# Task description
Across the data below, how many lines have the word "Guava" in them? Give the number and nothing else.
── Data for the task ──
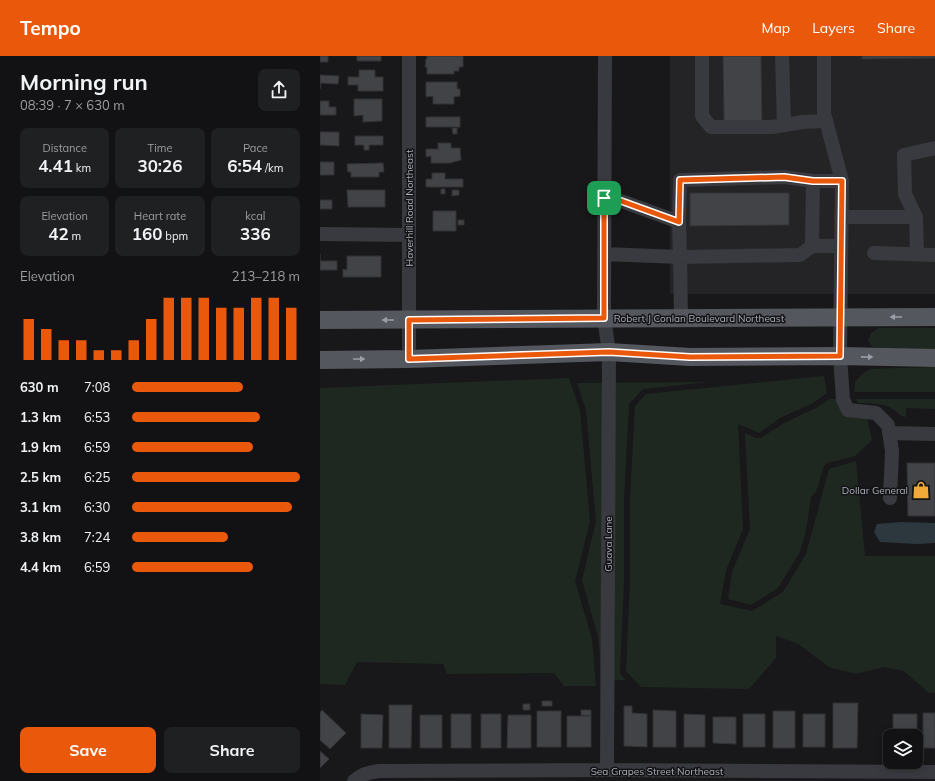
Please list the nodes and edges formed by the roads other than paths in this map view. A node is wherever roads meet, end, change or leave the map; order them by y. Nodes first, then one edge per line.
1 (408, 56) edge
2 (605, 56) edge
3 (702, 56) edge
4 (782, 56) edge
5 (824, 56) edge
6 (826, 121) junction
7 (784, 125) junction
8 (935, 148) edge
9 (813, 181) junction
10 (842, 181) junction
11 (604, 198) junction
12 (841, 217) junction
13 (916, 217) junction
14 (679, 222) junction
15 (320, 234) edge
16 (409, 234) junction
17 (812, 246) junction
18 (841, 246) junction
19 (874, 253) dead end
20 (604, 254) junction
21 (917, 254) junction
22 (935, 255) edge
23 (680, 257) junction
24 (840, 317) junction
25 (935, 317) edge
26 (604, 318) junction
27 (681, 318) junction
28 (320, 320) edge
29 (409, 320) junction
30 (609, 352) junction
31 (840, 356) junction
32 (935, 358) edge
33 (409, 359) junction
34 (320, 360) edge
35 (889, 433) junction
36 (935, 434) edge
37 (890, 498) dead end
38 (607, 770) junction
39 (935, 772) edge
40 (354, 781) edge

1 - 16 street, Haverhill Road Northeast
2 - 11 street, Guava Lane
3 - 7 street
4 - 7 street
5 - 6 street
6 - 7 street
6 - 10 street
8 - 13 street
9 - 10 street
9 - 14 street
9 - 17 street
10 - 12 street
11 - 14 street
11 - 20 street, Guava Lane
12 - 13 street
12 - 18 street
13 - 21 street
14 - 23 street
15 - 16 street
16 - 29 street, Haverhill Road Northeast
17 - 18 street
17 - 23 street
18 - 24 street
19 - 21 street
20 - 23 street
20 - 26 street, Guava Lane
21 - 22 street
23 - 27 street
25 -> 24 main road, Robert J Conlan Boulevard Northeast
24 - 27 main road, Robert J Conlan Boulevard Northeast
24 - 31 street
26 - 27 main road, Robert J Conlan Boulevard Northeast
26 - 29 main road, Robert J Conlan Boulevard Northeast
26 - 30 street, Guava Lane
29 -> 28 main road, Robert J Conlan Boulevard Northeast
29 - 33 street, Haverhill Road Northeast
30 - 31 main road
30 - 33 main road
30 - 38 street, Guava Lane
31 -> 32 main road
31 - 35 street
34 -> 33 main road
35 - 36 street
35 - 37 street
38 - 39 street, Sea Grapes Street Northeast
38 - 40 street, Sea Grapes Street Northeast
───
# Answer for this exercise
5